_Stored data entries_
[Start of Attachment]

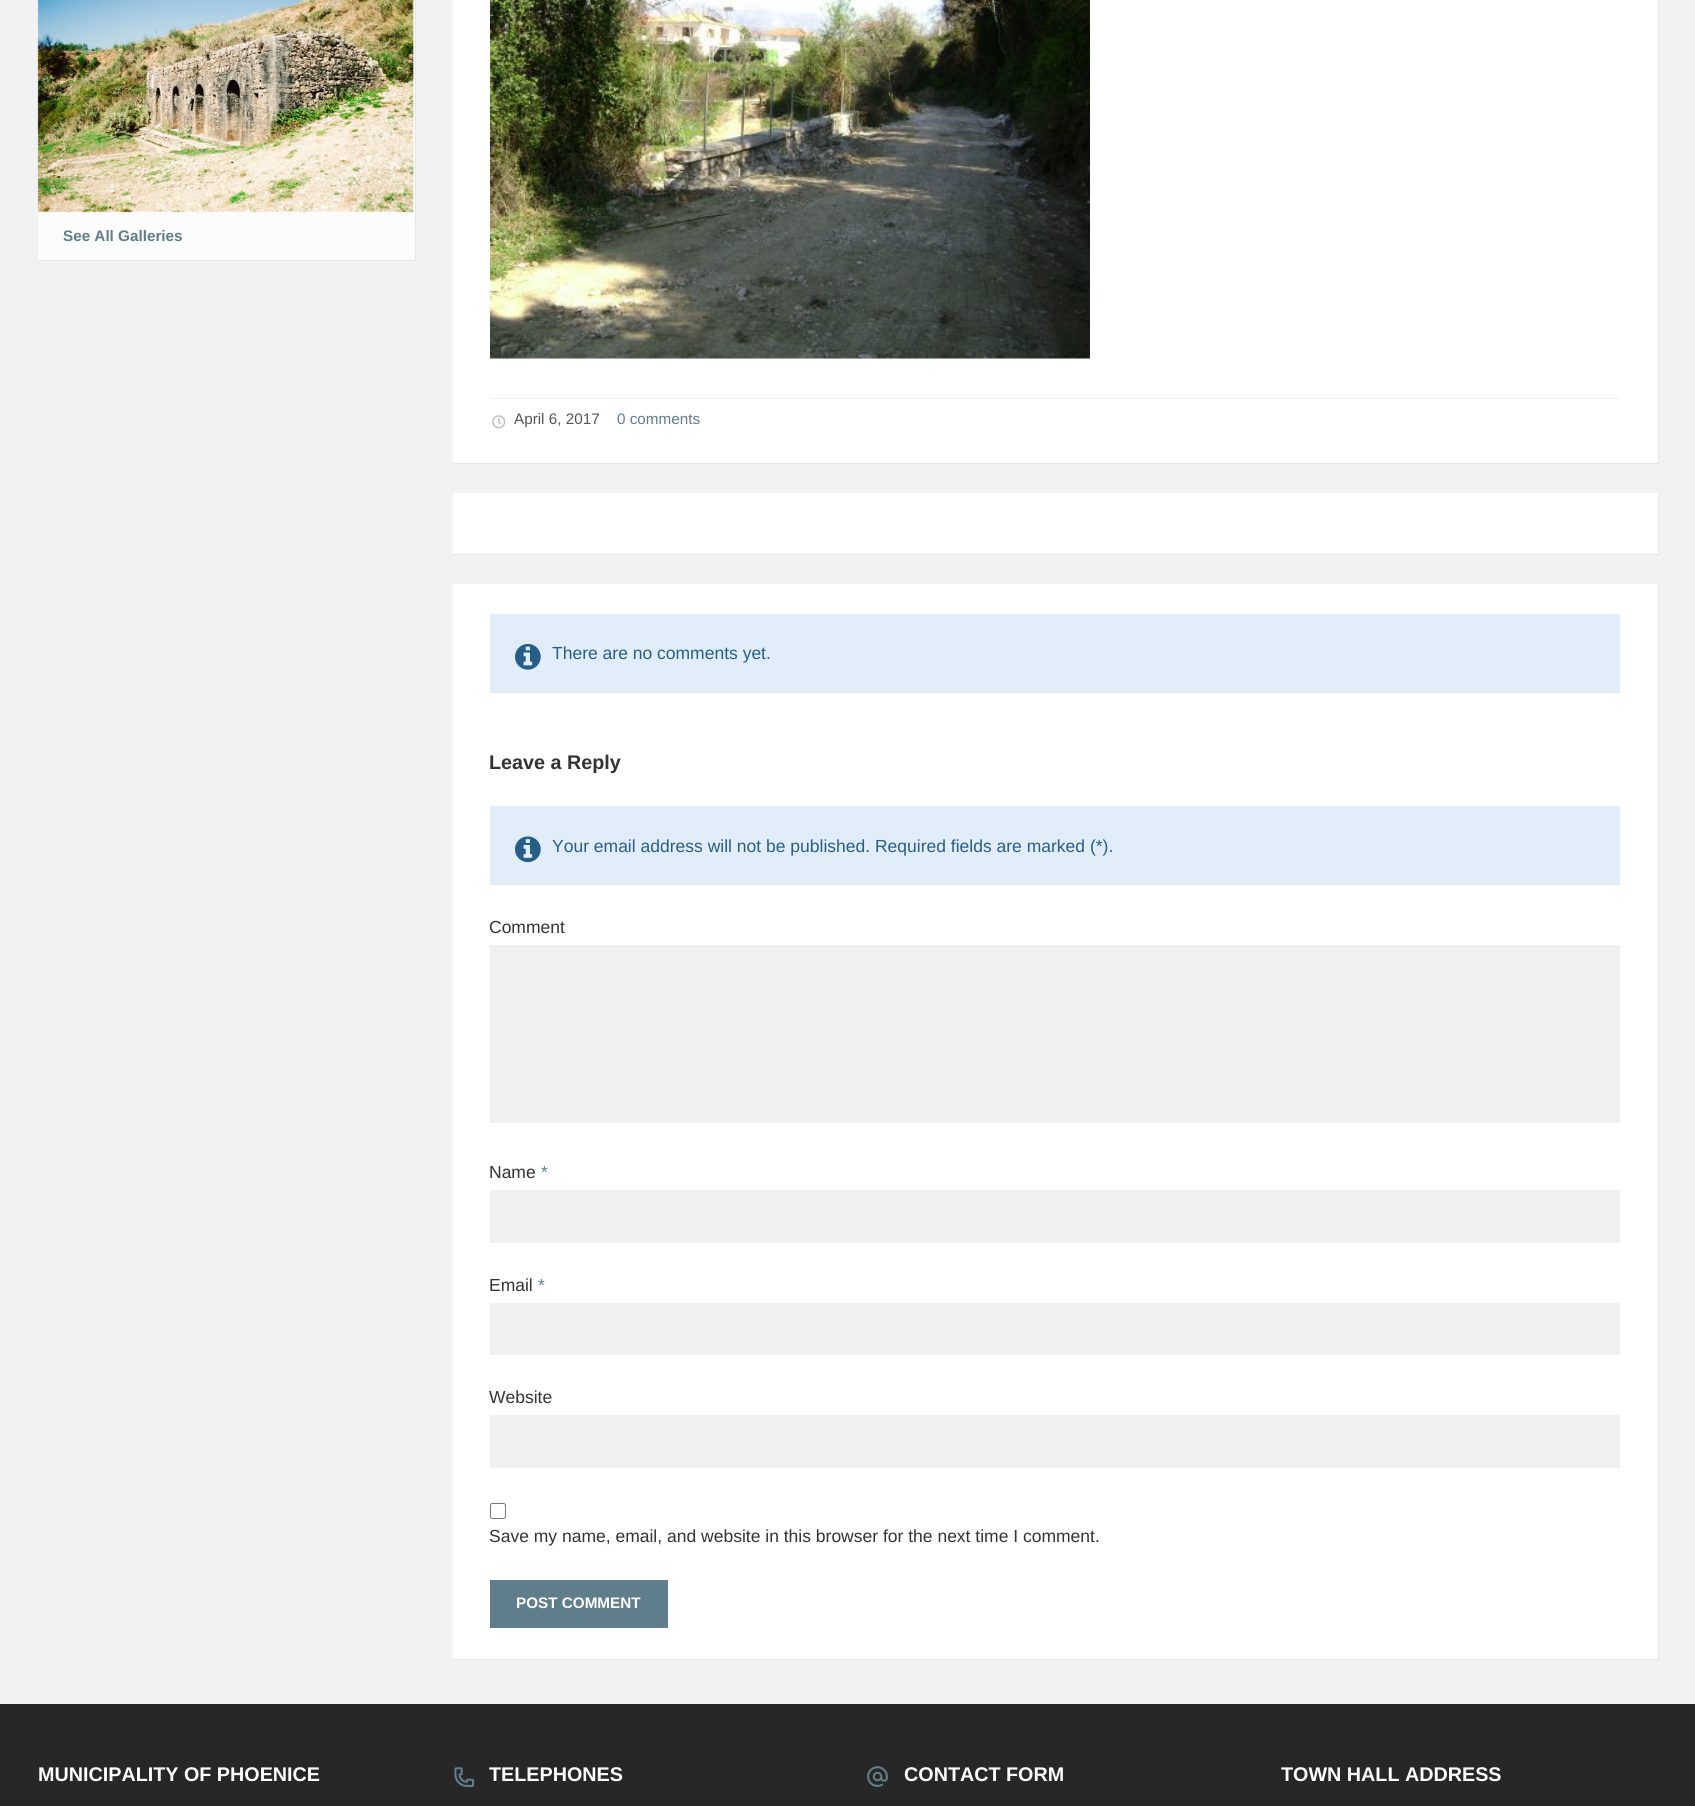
import math
import cairo


def use_color(cr, r, g, b):
  cr.set_source_rgb(r / 255, g / 255, b / 255)

def text(cr, x, y, s, family, size, color, bold=False, italic=False):
  cr.select_font_face(family, cairo.FONT_SLANT_ITALIC if italic else cairo.FONT_SLANT_NORMAL, cairo.FONT_WEIGHT_BOLD if bold else cairo.FONT_WEIGHT_NORMAL)
  cr.set_font_size(size)
  use_color(cr, *color)
  cr.move_to(x, y)
  cr.show_text(s)

def box(cr, x, y, w, h, *color):
  use_color(cr, *color)
  cr.rectangle(x, y, w, h)
  cr.fill()

def round_rect(cr, x, y, w, h, r):
  cr.new_sub_path()
  for i, (u, v) in enumerate([(x + w - r, y + h - r), (x + r, y + h - r), (x + r, y + r), (x + w - r, y + r)]):
    cr.arc(u, v, r, i * math.pi / 2, (i + 1) * math.pi / 2)
  cr.close_path()

def picture(cr, path, x, y, w, h):
  cr.save()
  cr.set_source_surface(cairo.ImageSurface.create_from_png(path), x, y)
  cr.rectangle(x, y, w, h)
  cr.fill()
  cr.restore()

def draw(cr):
  use_color(cr, 242, 242, 242)
  cr.paint()
  use_color(cr, 230, 230, 230)
  cr.new_path()
  cr.move_to(39, 260)
  cr.line_to(39, 261)
  cr.line_to(416, 261)
  cr.line_to(416, -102)
  cr.line_to(415, -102)
  cr.line_to(415, 260)
  cr.close_path()
  cr.fill()
  box(cr, 38, 0, 377, 260, 252, 252, 252)
  picture(cr, "img_01.png", 37, 0, 377, 213)
  use_color(cr, 230, 230, 230)
  cr.new_path()
  cr.move_to(454, 462)
  cr.line_to(454, 464)
  cr.line_to(1659, 464)
  cr.line_to(1659, -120)
  cr.line_to(1658, -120)
  cr.line_to(1658, 462)
  cr.close_path()
  cr.fill()
  box(cr, 453, 0, 1205, 463, 255, 255, 255)
  picture(cr, "img_02.png", 490, 0, 600, 359)
  box(cr, 490, 398, 1130, 1, 240, 240, 240)
  picture(cr, "img_03.png", 492, 415, 14, 14)
  use_color(cr, 230, 230, 230)
  cr.new_path()
  cr.move_to(454, 554)
  cr.line_to(454, 555)
  cr.line_to(1659, 555)
  cr.line_to(1659, 494)
  cr.line_to(1658, 494)
  cr.line_to(1658, 554)
  cr.close_path()
  cr.fill()
  box(cr, 453, 493, 1205, 61, 255, 255, 255)
  use_color(cr, 230, 230, 230)
  cr.new_path()
  cr.move_to(454, 1659)
  cr.line_to(454, 1660)
  cr.line_to(1659, 1660)
  cr.line_to(1659, 585)
  cr.line_to(1658, 585)
  cr.line_to(1658, 1659)
  cr.close_path()
  cr.fill()
  box(cr, 453, 584, 1205, 1075, 255, 255, 255)
  box(cr, 490, 614, 1130, 79, 225, 237, 249)
  picture(cr, "img_04.png", 515, 643, 26, 27)
  box(cr, 490, 806, 1130, 79, 225, 237, 249)
  picture(cr, "img_05.png", 515, 836, 26, 27)
  box(cr, 490, 945, 1130, 178, 240, 240, 240)
  box(cr, 490, 1190, 1130, 53, 240, 240, 240)
  box(cr, 490, 1303, 1130, 52, 240, 240, 240)
  box(cr, 490, 1415, 1130, 53, 240, 240, 240)
  round_rect(cr, 490.5, 1503.5, 15, 15, 2)
  use_color(cr, 118, 118, 118)
  cr.set_line_width(1)
  cr.stroke()
  box(cr, 490, 1580, 178, 48, 96, 125, 139)
  box(cr, 0, 1704, 1695, 102, 39, 39, 39)
  picture(cr, "img_06.png", 454, 1767, 21, 20)
  picture(cr, "img_07.png", 867, 1766, 21, 21)
  text(cr, 63, 241, "See All Galleries", "Liberation Sans", 15.25, (96, 125, 139), bold=True)
  text(cr, 514, 424, "April 6, 2017", "Liberation Sans", 15.25, (86, 86, 86))
  text(cr, 617, 424, "0 comments", "Liberation Sans", 15.25, (96, 125, 139))
  text(cr, 552, 659, "There are no comments yet.", "Liberation Sans", 17.5, (38, 94, 136))
  text(cr, 489, 769, "Leave a Reply", "Liberation Sans", 19.75, (51, 51, 51), bold=True)
  text(cr, 552, 852, "Your email address will not be published. Required fields are marked (*).", "Liberation Sans", 17.5, (38, 94, 136))
  text(cr, 489, 933, "Comment", "Liberation Sans", 17.5, (51, 51, 51))
  text(cr, 489, 1178, "Name", "Liberation Sans", 17.5, (51, 51, 51))
  text(cr, 541, 1178, "*", "Liberation Sans", 17.5, (96, 125, 139))
  text(cr, 489, 1291, "Email", "Liberation Sans", 17.5, (51, 51, 51))
  text(cr, 538, 1291, "*", "Liberation Sans", 17.5, (96, 125, 139))
  text(cr, 489, 1403, "Website", "Liberation Sans", 17.5, (51, 51, 51))
  text(cr, 489, 1542, "Save my name, email, and website in this browser for the next time I comment.", "Liberation Sans", 17.5, (51, 51, 51))
  text(cr, 516, 1608, "POST COMMENT", "Liberation Sans", 15.25, (255, 255, 255), bold=True)
  text(cr, 38, 1781, "MUNICIPALITY OF PHOENICE", "Liberation Sans", 19.75, (255, 255, 255), bold=True)
  text(cr, 489, 1781, "TELEPHONES", "Liberation Sans", 19.75, (255, 255, 255), bold=True)
  text(cr, 904, 1781, "CONTACT FORM", "Liberation Sans", 19.75, (255, 255, 255), bold=True)
  text(cr, 1281, 1781, "TOWN HALL ADDRESS", "Liberation Sans", 19.75, (255, 255, 255), bold=True)


surface = cairo.ImageSurface(cairo.FORMAT_RGB24, 1695, 1806)
cr = cairo.Context(surface)
options = cairo.FontOptions()
options.set_hint_metrics(cairo.HINT_METRICS_OFF)
options.set_hint_style(cairo.HINT_STYLE_NONE)
cr.set_font_options(options)
cr.set_miter_limit(4)
draw(cr)
surface.write_to_png("out.png")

[End of Attachment]

_EXERCISE_
Starting from the first line of the entries above, print each line exactly until the line containing "cr.select_font_face(family, cairo.FONT_SLANT_ITALIC if" has been printed, and skip the pictures.

_RESPONSE TO THIS EXERCISE_
import math
import cairo


def use_color(cr, r, g, b):
  cr.set_source_rgb(r / 255, g / 255, b / 255)

def text(cr, x, y, s, family, size, color, bold=False, italic=False):
  cr.select_font_face(family, cairo.FONT_SLANT_ITALIC if italic else cairo.FONT_SLANT_NORMAL, cairo.FONT_WEIGHT_BOLD if bold else cairo.FONT_WEIGHT_NORMAL)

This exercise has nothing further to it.